(Stored data entries)
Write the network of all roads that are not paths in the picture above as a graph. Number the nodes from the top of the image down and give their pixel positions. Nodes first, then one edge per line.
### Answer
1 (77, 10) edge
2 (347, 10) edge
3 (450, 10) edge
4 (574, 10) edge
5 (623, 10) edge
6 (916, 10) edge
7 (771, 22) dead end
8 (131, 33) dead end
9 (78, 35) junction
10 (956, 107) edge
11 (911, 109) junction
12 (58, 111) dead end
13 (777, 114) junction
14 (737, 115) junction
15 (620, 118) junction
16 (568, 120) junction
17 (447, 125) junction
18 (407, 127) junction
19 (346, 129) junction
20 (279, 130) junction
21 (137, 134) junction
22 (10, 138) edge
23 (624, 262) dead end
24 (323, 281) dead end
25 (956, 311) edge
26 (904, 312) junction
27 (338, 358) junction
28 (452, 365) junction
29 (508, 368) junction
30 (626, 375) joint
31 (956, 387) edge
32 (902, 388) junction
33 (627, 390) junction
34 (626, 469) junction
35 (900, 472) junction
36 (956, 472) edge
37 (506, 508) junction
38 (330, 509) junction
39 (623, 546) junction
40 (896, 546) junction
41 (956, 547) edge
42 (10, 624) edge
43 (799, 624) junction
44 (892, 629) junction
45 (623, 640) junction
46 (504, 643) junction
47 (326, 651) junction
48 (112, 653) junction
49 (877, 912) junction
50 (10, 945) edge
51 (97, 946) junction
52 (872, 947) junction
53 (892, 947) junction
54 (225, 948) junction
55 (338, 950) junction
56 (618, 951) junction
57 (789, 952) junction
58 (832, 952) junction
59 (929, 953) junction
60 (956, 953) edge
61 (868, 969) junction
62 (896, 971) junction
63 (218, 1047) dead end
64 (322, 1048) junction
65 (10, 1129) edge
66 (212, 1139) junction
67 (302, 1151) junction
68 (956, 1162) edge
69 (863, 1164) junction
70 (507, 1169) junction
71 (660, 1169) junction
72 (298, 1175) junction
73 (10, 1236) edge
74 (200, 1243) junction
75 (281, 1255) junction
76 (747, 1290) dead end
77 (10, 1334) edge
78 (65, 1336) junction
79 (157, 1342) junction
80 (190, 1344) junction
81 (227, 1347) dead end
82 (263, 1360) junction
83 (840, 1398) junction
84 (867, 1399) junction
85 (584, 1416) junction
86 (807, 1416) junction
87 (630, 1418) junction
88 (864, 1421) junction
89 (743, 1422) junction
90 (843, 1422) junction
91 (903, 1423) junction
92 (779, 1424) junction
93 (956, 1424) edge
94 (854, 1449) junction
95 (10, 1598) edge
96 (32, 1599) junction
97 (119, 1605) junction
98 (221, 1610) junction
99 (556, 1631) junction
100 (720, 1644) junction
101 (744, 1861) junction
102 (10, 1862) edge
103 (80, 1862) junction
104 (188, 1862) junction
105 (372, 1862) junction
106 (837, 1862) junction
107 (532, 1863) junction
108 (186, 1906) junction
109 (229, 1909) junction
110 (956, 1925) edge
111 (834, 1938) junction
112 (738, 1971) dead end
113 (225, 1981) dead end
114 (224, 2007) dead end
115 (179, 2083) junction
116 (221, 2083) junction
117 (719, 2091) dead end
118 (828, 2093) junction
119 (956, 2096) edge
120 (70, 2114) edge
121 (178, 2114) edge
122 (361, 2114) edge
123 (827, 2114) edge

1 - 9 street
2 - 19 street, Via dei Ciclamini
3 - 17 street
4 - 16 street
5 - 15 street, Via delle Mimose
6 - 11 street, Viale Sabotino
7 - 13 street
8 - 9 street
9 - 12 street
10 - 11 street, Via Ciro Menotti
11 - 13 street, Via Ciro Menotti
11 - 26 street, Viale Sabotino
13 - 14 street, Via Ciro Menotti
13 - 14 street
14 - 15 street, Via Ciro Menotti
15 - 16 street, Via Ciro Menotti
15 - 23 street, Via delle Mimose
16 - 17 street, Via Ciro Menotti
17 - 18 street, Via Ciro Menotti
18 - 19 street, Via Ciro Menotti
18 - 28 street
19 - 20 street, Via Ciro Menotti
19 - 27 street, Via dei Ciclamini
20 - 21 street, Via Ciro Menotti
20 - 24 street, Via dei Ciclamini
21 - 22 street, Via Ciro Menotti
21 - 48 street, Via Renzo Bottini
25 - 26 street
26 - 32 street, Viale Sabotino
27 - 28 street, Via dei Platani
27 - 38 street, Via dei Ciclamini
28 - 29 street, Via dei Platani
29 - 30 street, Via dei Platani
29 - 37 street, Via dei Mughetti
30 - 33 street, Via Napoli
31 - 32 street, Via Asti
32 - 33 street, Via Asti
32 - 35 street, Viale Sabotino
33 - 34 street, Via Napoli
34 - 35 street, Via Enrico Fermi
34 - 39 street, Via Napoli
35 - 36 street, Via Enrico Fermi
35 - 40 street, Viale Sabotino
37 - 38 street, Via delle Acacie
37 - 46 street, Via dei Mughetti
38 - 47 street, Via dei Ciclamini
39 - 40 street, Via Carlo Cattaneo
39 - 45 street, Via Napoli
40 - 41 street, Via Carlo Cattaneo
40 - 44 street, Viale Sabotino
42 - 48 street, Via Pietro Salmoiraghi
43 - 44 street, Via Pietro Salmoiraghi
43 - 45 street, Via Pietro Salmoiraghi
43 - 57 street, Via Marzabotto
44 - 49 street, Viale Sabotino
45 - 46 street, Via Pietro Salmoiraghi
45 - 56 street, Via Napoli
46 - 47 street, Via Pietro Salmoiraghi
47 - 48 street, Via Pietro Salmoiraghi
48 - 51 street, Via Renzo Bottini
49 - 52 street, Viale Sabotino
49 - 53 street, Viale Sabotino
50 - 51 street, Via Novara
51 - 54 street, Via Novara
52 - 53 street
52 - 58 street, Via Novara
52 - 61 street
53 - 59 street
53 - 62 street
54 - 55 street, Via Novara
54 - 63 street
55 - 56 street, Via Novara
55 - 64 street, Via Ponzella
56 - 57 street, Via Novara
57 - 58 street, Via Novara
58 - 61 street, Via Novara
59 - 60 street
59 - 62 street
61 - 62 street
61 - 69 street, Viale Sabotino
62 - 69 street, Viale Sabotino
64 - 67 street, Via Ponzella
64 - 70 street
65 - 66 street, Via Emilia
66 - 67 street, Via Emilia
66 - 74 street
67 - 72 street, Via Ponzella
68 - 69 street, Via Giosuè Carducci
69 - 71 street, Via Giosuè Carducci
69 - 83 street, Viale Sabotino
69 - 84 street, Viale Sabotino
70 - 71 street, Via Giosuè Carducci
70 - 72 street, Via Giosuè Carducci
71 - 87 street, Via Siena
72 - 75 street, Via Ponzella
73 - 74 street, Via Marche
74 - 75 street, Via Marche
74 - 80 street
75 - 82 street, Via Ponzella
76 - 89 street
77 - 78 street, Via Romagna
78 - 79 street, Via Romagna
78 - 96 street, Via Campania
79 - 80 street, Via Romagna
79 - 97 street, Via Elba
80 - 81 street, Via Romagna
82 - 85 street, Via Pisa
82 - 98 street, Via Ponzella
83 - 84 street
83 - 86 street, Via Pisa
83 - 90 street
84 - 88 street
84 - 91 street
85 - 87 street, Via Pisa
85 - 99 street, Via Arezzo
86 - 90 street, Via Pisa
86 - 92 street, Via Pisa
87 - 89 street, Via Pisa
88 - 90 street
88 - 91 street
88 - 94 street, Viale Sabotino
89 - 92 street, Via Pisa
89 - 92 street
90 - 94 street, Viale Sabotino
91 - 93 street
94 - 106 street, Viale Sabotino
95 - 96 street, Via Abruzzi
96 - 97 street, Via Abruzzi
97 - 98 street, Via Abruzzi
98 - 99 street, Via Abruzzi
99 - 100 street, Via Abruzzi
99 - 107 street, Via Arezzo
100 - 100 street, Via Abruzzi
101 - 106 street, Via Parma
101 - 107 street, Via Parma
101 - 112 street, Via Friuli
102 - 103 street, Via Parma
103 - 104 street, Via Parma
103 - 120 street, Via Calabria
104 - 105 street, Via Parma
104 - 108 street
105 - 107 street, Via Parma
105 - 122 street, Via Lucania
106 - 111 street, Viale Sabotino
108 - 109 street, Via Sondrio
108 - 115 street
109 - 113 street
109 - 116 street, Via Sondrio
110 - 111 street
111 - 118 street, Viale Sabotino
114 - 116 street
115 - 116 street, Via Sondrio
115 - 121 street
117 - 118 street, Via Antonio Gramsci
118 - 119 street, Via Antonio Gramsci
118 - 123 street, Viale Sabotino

§ What is expected: Display each line of the data where "Salmoiraghi" occurs.

§ Solution to this task:
42 - 48 street, Via Pietro Salmoiraghi
43 - 44 street, Via Pietro Salmoiraghi
43 - 45 street, Via Pietro Salmoiraghi
45 - 46 street, Via Pietro Salmoiraghi
46 - 47 street, Via Pietro Salmoiraghi
47 - 48 street, Via Pietro Salmoiraghi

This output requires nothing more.